Kazan, Snubbed by Some, to Get Honorary Oscar

New York Times
January 13, 1999

By BERNARD WEINRAUB

HOLLYWOOD -- Elia Kazan, the ailing 89-year-old director who in recent years has been rejected for several lifetime achievement awards because he informed on friends during the height of the McCarthy era, will be given an honorary Academy Award at the Oscar ceremonies on March 21.

The decision by the board of the Academy of Motion Picture Arts and Sciences to give Kazan an honorary Oscar is, in some ways, a direct rebuke to the American Film Institute, which has gone out of its way to ignore Kazan in its yearly awards.

Kazan is perhaps the foremost filmmaker of the 1950s and '60s, the director of such classics as "On the Waterfront," "A Streetcar Named Desire," "Viva Zapata!" and "East of Eden."

His name still stirs debate and even animosity because of his appearance before the House Committee on Un-American Activities on April 10, 1952. At the time, Kazan, who was also a top Broadway director, informed on eight friends who had been fellow members of the Communist Party in the 1930s. The House panel was zealously looking for evidence of communist influence in Hollywood. Among those whose careers were damaged or wrecked were actors Morris Carnovsky and Art Smith and playwright Clifford Odets.

Two years ago, after acrimonious debate, the Los Angeles Film Critics Association and the American Film Institute rejected proposals to honor Kazan with life achievement awards.

At the time, his supporters said he was a victim of Hollywood hypocrisy and trendy politics. After all, they said, many organizations give lifetime and so-called humanitarian awards to men and women with messy, sometimes destructive personal lives. Kazan's critics, however, have said for years that his decision to name names was so offensive that he should never be forgiven.

But academy president Robert Rehme said Tuesday that the 39-member board decided unanimously Thursday to give Kazan the honorary award. Previous honorary Oscars have gone to Fred Astaire, Buster Keaton, Orson Welles, Satyajit Ray, Cary Grant, Akira Kurosawa and Greta Garbo.

Rehme, who has been a board member for about 15 years, said he could not recall if Kazan had ever been nominated for an honorary Oscar and added, "I'm proud we're doing this." He said of the vote: "There was no debate, no discussion; it was overwhelmingly approved with enthusiasm. Elia Kazan is one of the most extraordinary directors of this century."

Rehme said the board had voted after a speech by actor Karl Malden, who appeared in three of Kazan's films. "Just look at the work he's done," Malden said Tuesday morning. "If anyone deserved this honorary award because of his talent and body of work, it was Kazan."

Kazan has won two Oscars, for his direction of "Gentleman's Agreement" in 1947 and "On the Waterfront" in 1954.

Kazan, reached by telephone at his Manhattan apartment, said: "I feel very happy about this. I'm flattered to death. I'm pleased with it. What more can I say?"

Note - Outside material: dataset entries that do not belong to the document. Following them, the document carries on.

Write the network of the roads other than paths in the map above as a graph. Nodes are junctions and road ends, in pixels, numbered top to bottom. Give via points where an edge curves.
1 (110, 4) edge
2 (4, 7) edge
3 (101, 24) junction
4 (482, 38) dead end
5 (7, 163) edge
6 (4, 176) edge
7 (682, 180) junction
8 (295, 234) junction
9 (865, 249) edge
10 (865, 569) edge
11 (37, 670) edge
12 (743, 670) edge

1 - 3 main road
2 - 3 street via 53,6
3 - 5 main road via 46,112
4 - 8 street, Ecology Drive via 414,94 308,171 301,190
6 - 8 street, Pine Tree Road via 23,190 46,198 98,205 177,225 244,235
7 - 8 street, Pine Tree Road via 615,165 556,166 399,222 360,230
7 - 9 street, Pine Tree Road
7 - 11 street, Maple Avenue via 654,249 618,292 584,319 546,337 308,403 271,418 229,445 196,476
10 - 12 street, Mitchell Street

A family member described his health as "alternately vigorous and frail." But Kazan promised that he would fly to Los Angeles to accept the award.

Kazan, who was a co-founder of the Actors Studio in 1947, helped influence even the current generation of film and theater actors because of his work with such performers as Marlon Brando, Montgomery Clift, James Dean, Kim Stanley and Julie Harris.

"Twenty-one actors who worked in films for him were nominated for Oscars, and nine won Oscars," Malden said. "That's a pretty good average."